On 12 May 2021, the Biden administration unveiled an executive order to improve the US’s cyber security defences. The approach is meant to “improve its efforts to identify, deter, protect against, detect and respond to these actions and actors”.
This is welcome news, but since then we have continued to witness debilitating attacks, from JBS to Kaseya. Enterprises continue to face existential threats from cyber attacks and now the board of directors and the C-suite are left with this unavoidable reality: it’s not if, but when your company will face a cyber attack.
And when confronted with that reality, the board and C-suite will quickly realise that cyber attacks are quite different from other corporate crises – necessitating a pragmatic and tailored approach to communicating with all stakeholders when a breach occurs.
The most pressing questions that the board and other executives should be asking themselves are:
In the event of a cyber attack, is the company ready to comply with regulatory reporting requirements?
Has it given thought to how it will communicate with affected stakeholders in the event that primary communications channels have been compromised in the breach?
How should the company respond publicly without further inciting the threat actors to wreak more havoc on it?
Below are five crisis communications tips that the board and C-suite should consider when thinking about overall cyber security strategy.
1. Ensure a senior member of the communications team is part of the cyber incident response team
Every company should have a cyber incident response team (CIRT, or sometimes CSIRT) with a senior communications executive included. This will help to build a bridge between IT, legal, the C-suite and outside partners, and ensure that the communications team has timely access to accurate information as the breach unfolds.
Having access is half the battle in a cyber-specific crisis and ensures timely reviews and approvals of decisions and content necessary for the team to communicate transparently internally and externally throughout the event. If the CIRT does not have a formally defined role for a senior communications person, the company’s communications response will suffer greatly.
2. Don’t further incite threat actors with undisciplined communications
If you are a board member or part of the C-suite of a company that is in the middle of a cyber attack – especially a ransomware attack that involves ransom negotiations and stolen data – a top priority is ensuring that any communication is measured and mindful of specific demands.
Any message, whether delivered via an email, a company spokesperson, social media post or press release, must strike the right balance of addressing stakeholders’ key concerns without further inciting the threat actors.
How or when the company communicates can influence ransom demands, the length and severity of the attack and the release of stolen information that can have major repercussions on the reputation of the business. Thinking like a threat actor and knowing what will and won’t incite them further is paramount.
3. Always stay on top of compliance and reporting requirements
It is critical that your chief communications officer is as well versed in cyber security compliance and reporting requirements as your chief compliance officer. From publicly traded to privately held firms across nearly every industry, there are a range of reporting requirements to which companies need to adhere that differ globally.
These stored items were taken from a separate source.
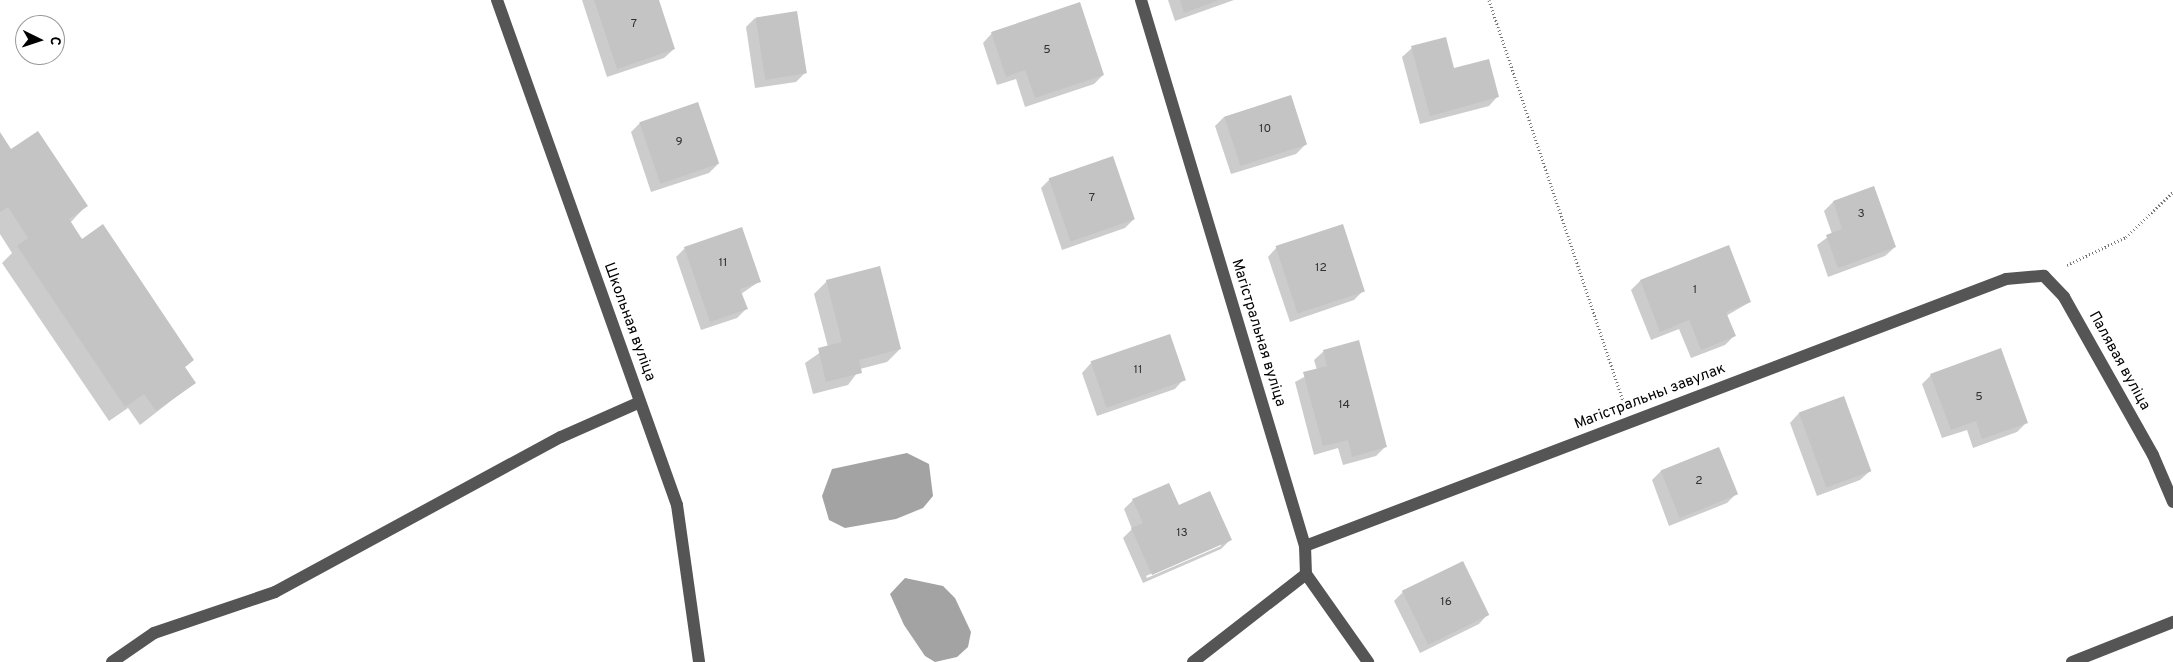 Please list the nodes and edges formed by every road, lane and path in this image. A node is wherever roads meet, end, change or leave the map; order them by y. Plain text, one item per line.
1 (497, 0) edge
2 (1141, 0) edge
3 (1489, 0) edge
4 (2173, 192) edge
5 (2044, 276) junction
6 (640, 402) junction
7 (1630, 422) junction
8 (2173, 502) edge
9 (1305, 546) junction
10 (1306, 574) junction
11 (2173, 622) edge
12 (112, 662) edge
13 (699, 662) edge
14 (1193, 662) edge
15 (1368, 662) edge
16 (2072, 662) edge

1 - 6 street, Школьная вуліца
2 - 9 street, Магістральная вуліца
3 - 7 path
4 - 5 path
5 - 7 street, Магістральны завулак
5 - 8 street, Палявая вуліца
6 - 12 street
6 - 13 street, Школьная вуліца
7 - 9 street, Магістральны завулак
9 - 10 street, Магістральная вуліца
10 - 14 street
10 - 15 street
11 - 16 street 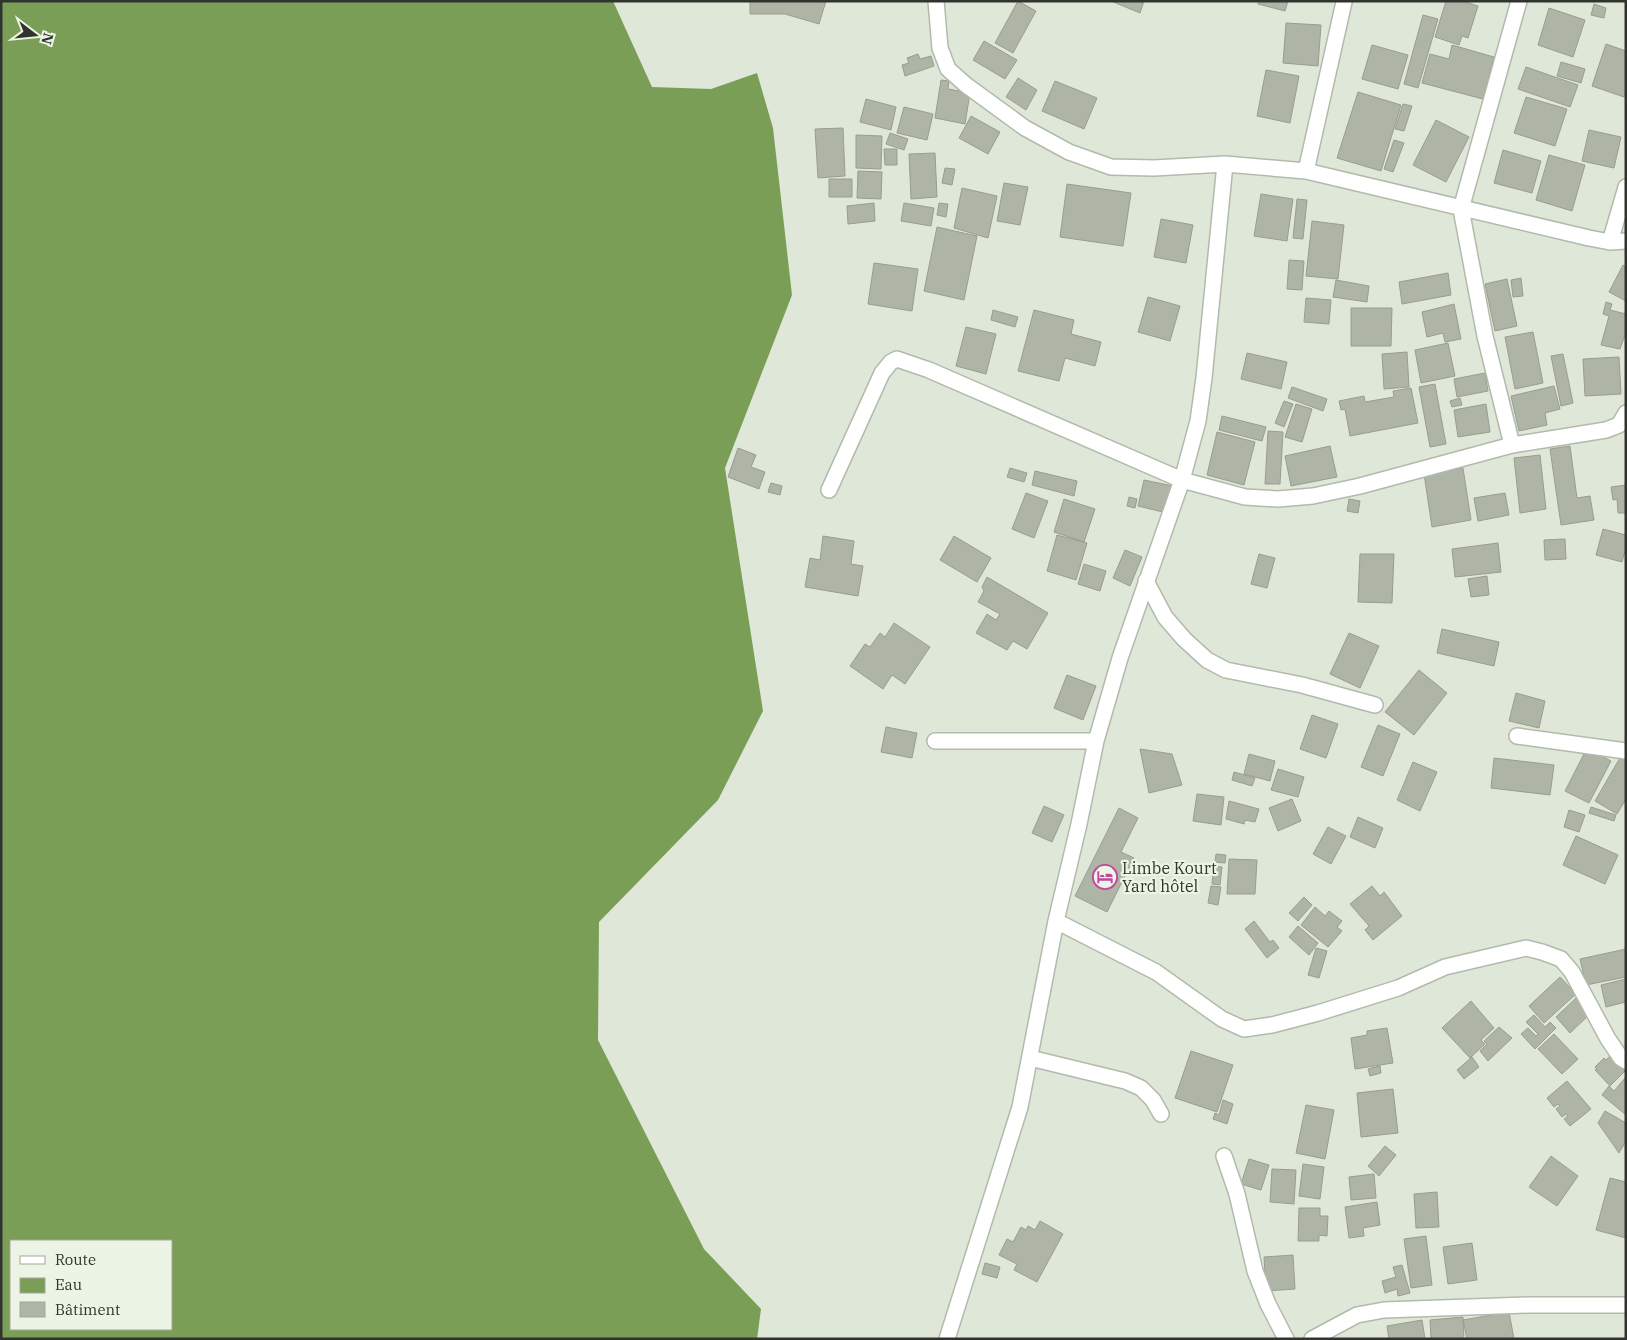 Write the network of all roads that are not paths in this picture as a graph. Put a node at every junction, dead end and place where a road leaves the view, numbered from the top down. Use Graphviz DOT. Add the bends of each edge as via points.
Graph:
graph roads {
  1 [pos="936,1"];
  2 [pos="1519,1"];
  3 [pos="1344,2"];
  4 [pos="1225,164"];
  5 [pos="1306,171"];
  6 [pos="1626,187"];
  7 [pos="1461,209"];
  8 [pos="1626,240"];
  9 [pos="1610,242"];
  10 [pos="1626,413"];
  11 [pos="1512,445"];
  12 [pos="1182,480"];
  13 [pos="828,490"];
  14 [pos="1146,581"];
  15 [pos="1375,705"];
  16 [pos="1517,736"];
  17 [pos="935,741"];
  18 [pos="1096,742"];
  19 [pos="1626,751"];
  20 [pos="1056,921"];
  21 [pos="1030,1058"];
  22 [pos="1626,1061"];
  23 [pos="1160,1114"];
  24 [pos="1224,1156"];
  25 [pos="1625,1308"];
  26 [pos="947,1339"];
  27 [pos="1286,1339"];
  28 [pos="1312,1339"];
  1 -- 4 [label="street" via="940,48 948,69 1025,128 1069,152 1110,167"];
  2 -- 7 [label="street"];
  3 -- 5 [label="street"];
  4 -- 5 [label="street"];
  4 -- 12 [label="street" via="1204,378 1198,421"];
  5 -- 7 [label="street"];
  6 -- 9 [label="street"];
  7 -- 9 [label="street"];
  7 -- 11 [label="street" via="1485,336"];
  8 -- 9 [label="street"];
  10 -- 11 [label="street" via="1619,425 1606,430"];
  11 -- 12 [label="street" via="1313,496 1245,497"];
  12 -- 13 [label="street" via="897,359 882,373"];
  12 -- 14 [label="street"];
  14 -- 15 [label="street" via="1165,617 1207,660 1226,670 1302,685"];
  14 -- 18 [label="street"];
  16 -- 19 [label="street"];
  17 -- 18 [label="street"];
  18 -- 20 [label="street"];
  20 -- 21 [label="street"];
  20 -- 22 [label="street" via="1156,972 1222,1019 1244,1029 1309,1015 1398,988 1445,967 1526,948 1561,958 1608,1039"];
  21 -- 23 [label="street" via="1125,1081 1141,1088 1153,1100"];
  21 -- 26 [label="street" via="1020,1107"];
  24 -- 27 [label="street" via="1237,1194 1255,1271"];
  25 -- 28 [label="street" via="1529,1305 1384,1310 1358,1315"];
} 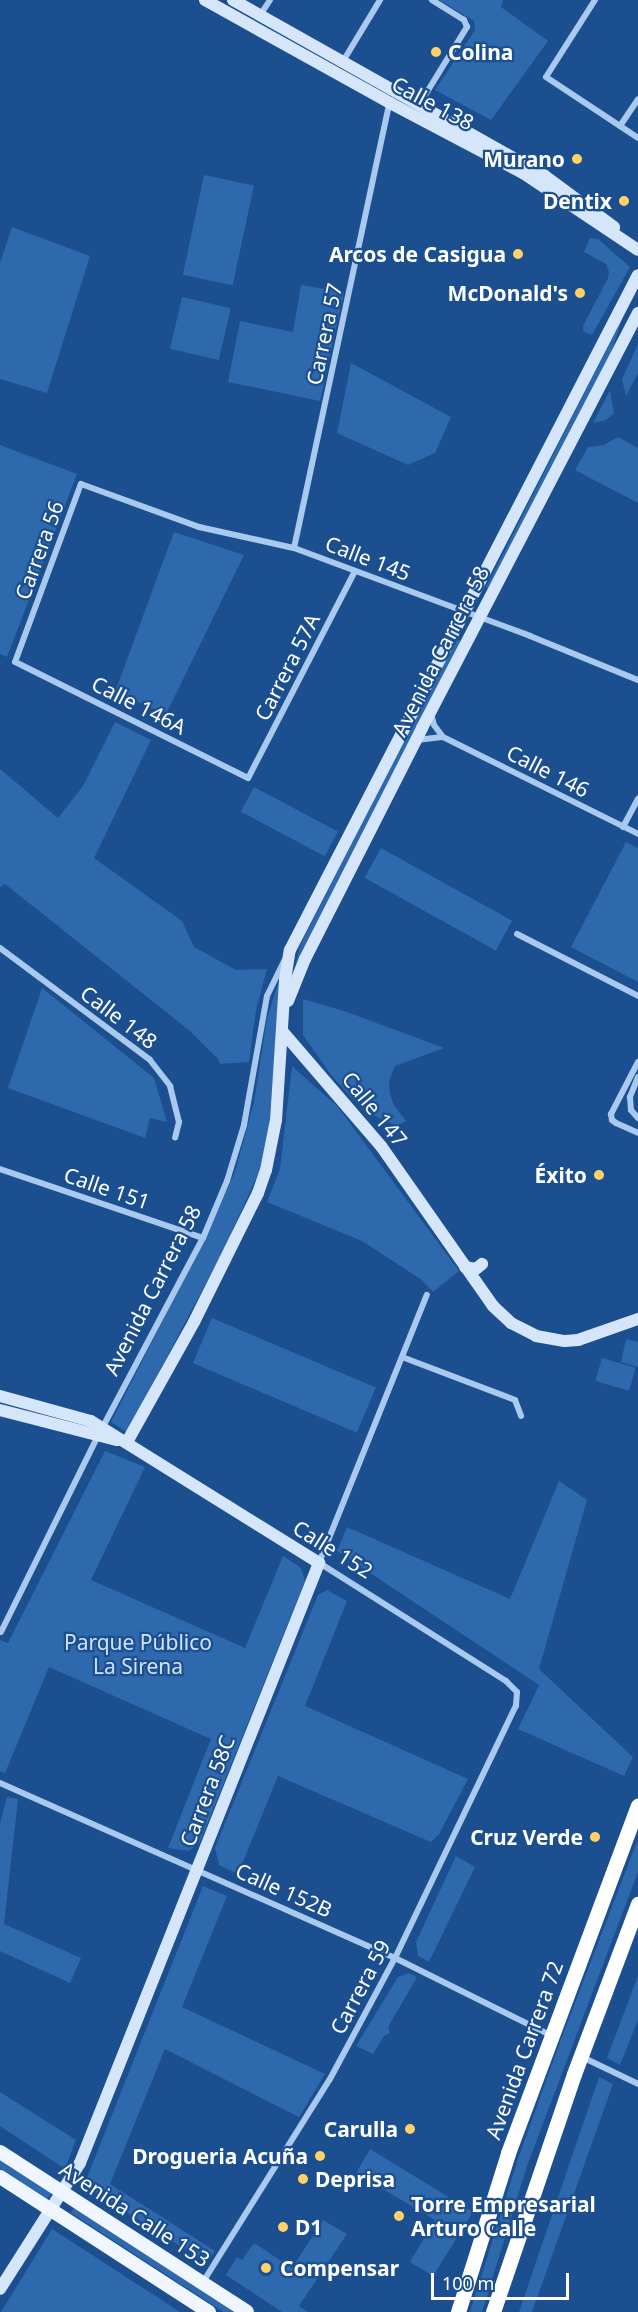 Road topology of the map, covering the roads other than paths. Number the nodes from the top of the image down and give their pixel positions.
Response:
1 (205, 0) edge
2 (233, 0) edge
3 (270, 0) edge
4 (380, 0) edge
5 (432, 0) edge
6 (595, 0) edge
7 (256, 21) junction
8 (342, 63) junction
9 (391, 98) junction
10 (638, 99) edge
11 (418, 106) junction
12 (620, 126) junction
13 (638, 138) edge
14 (638, 248) edge
15 (638, 275) edge
16 (638, 313) edge
17 (81, 484) joint
18 (294, 548) junction
19 (355, 571) junction
20 (464, 611) junction
21 (479, 617) junction
22 (15, 662) joint
23 (638, 680) edge
24 (431, 711) junction
25 (443, 737) junction
26 (416, 741) junction
27 (248, 778) joint
28 (638, 799) edge
29 (623, 827) junction
30 (638, 834) edge
31 (518, 934) dead end
32 (0, 948) edge
33 (290, 950) junction
34 (638, 996) edge
35 (284, 1010) junction
36 (282, 1031) junction
37 (638, 1062) edge
38 (638, 1077) edge
39 (638, 1118) edge
40 (638, 1132) edge
41 (176, 1138) dead end
42 (0, 1169) edge
43 (203, 1238) junction
44 (427, 1295) dead end
45 (638, 1319) edge
46 (402, 1356) junction
47 (0, 1396) edge
48 (0, 1410) edge
49 (521, 1416) dead end
50 (101, 1432) junction
51 (127, 1442) junction
52 (319, 1563) junction
53 (1, 1632) edge
54 (517, 1692) joint
55 (0, 1783) edge
56 (638, 1806) edge
57 (197, 1868) junction
58 (638, 1904) edge
59 (395, 1958) junction
60 (551, 2035) junction
61 (580, 2056) junction
62 (638, 2084) edge
63 (0, 2152) edge
64 (0, 2177) edge
65 (62, 2191) junction
66 (50, 2209) junction
67 (202, 2282) junction
68 (0, 2289) edge
69 (209, 2312) edge
70 (247, 2312) edge
71 (458, 2312) edge
72 (493, 2312) edge

1 - 7 main road, Calle 138
2 - 7 main road, Calle 138
3 - 7 street
4 - 8 street
5 - 11 street
6 - 12 street
7 - 8 main road, Calle 138
7 - 9 main road, Calle 138
8 - 9 main road, Calle 138
9 - 11 main road, Calle 138
9 - 14 main road, Calle 138
9 - 18 street, Carrera 57
10 - 12 street
11 - 14 main road, Calle 138
12 - 13 street
15 - 20 main road, Avenida Carrera 58
16 - 21 main road, Avenida Carrera 58
17 - 18 street, Calle 145
17 - 22 street, Carrera 56
18 - 19 street, Calle 145
19 - 20 street, Calle 145
19 - 27 street, Carrera 57A
20 - 21 street, Calle 145
20 - 33 main road, Avenida Carrera 58
21 - 23 street, Calle 145
21 - 24 main road, Avenida Carrera 58
22 - 27 street, Calle 146A
24 - 25 street
24 - 26 main road, Avenida Carrera 58
25 - 26 street
25 - 29 street, Calle 146
26 - 35 main road, Avenida Carrera 58
28 - 29 street
29 - 30 street, Calle 146
31 - 34 street
32 - 41 street, Calle 148
33 - 35 main road, Avenida Carrera 58
33 - 43 street, Avenida Carrera 58
35 - 36 main road, Avenida Carrera 58
36 - 45 main road, Calle 147
36 - 51 main road, Avenida Carrera 58
37 - 40 street
38 - 39 street
42 - 43 street, Calle 151
43 - 50 street, Avenida Carrera 58
44 - 46 street, Carrera 58C
46 - 49 street
46 - 52 street, Carrera 58C
47 - 50 main road, Calle 152
48 - 50 main road, Calle 152
50 - 51 main road, Calle 152
50 - 53 street, Avenida Carrera 58
51 - 52 main road, Calle 152
52 - 54 street, Calle 152
52 - 57 main road, Carrera 58C
54 - 59 street, Carrera 59
55 - 57 street, Calle 152B
56 - 60 highway, Avenida Carrera 72
57 - 59 street, Calle 152B
57 - 65 main road, Carrera 58C
58 - 61 highway
59 - 60 street, Calle 152B
59 - 67 street, Carrera 59
60 - 71 highway, Avenida Carrera 72
61 - 62 street
61 - 72 highway
63 - 65 main road, Avenida Calle 153
64 - 66 main road, Avenida Calle 153
65 - 66 main road, Carrera 58C
65 - 67 main road, Avenida Calle 153
66 - 68 main road, Carrera 58C
66 - 69 main road, Avenida Calle 153
67 - 70 main road, Avenida Calle 153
For example, the UK General Data Protection Regulation mandates that organisations that have suffered a personal data breach that is “likely to result in a high risk to the rights and freedoms of individuals”, those concerned must be informed “directly and without undue delay”. Notifiable incidents must also be disclosed to the Information Commissioner’s Office within 72 hours.
Meanwhile, for those operating in the US, a publicly traded company is bound by the Securities Exchange Commission to file a Form 8-K to “announce major events that shareholders should know about”. Failure to do so can result in fines and other punitive measures.
Other examples abound. For financial institutions, if it is determined that customer information is misused or breached, they need to inform regulators, under the auspices of the Gramm-Leach-Bliley Act, in a specified timeframe. Similar conditions exist at state level.
For example, financial institutions based in New York that experience a cyber attack must follow compliance protocols outlined in the New York Department of Financial Services’ Cybersecurity Regulation.
4. Accuracy matters more than speed
Amid a cyber attack, a slow, ineffective response could prove disastrous for a company’s reputation. Speed is important, but inaccurate and incomplete information will cause more damage. If the crisis communications infrastructure is already in place, combined with the appropriate legal, compliance, operations and IT entities, your chances of communicating accurately are better assured.
5. Establish a cloud-based communications system to reach stakeholders if primary communications channels are disabled during a cyber attack
If you preside over a company that primarily uses email to communicate with employees, customers or anyone, and email is down because of the cyber attack, it is critical to have backup communications channels to disseminate information quickly and effectively. Enterprises should consider cloud-based platforms that foster one- and two-way communications that can be turned live at a moment’s notice.
When the primary channels go dark, the company cannot afford the same fate and must have back-up channels established, so it doesn’t miss a beat on the communications front.
For the board and the C-suite, cyber attacks represent a fast-moving, ruinous form of crisis that imperils brands and stakeholders. And while general crisis communications principles have relevance, a cyber attack is a wholly different beast.
The five tips outlined above will help to fortify a company’s crisis communications plan for a cyber attack, but it must also be integrated with a broader cyber security strategy. Without it, companies will imperil their value, security and reputation.
Ted Birkhahn is president of HPL Cyber, a US-based specialist in cyber security branding, communications and marketing.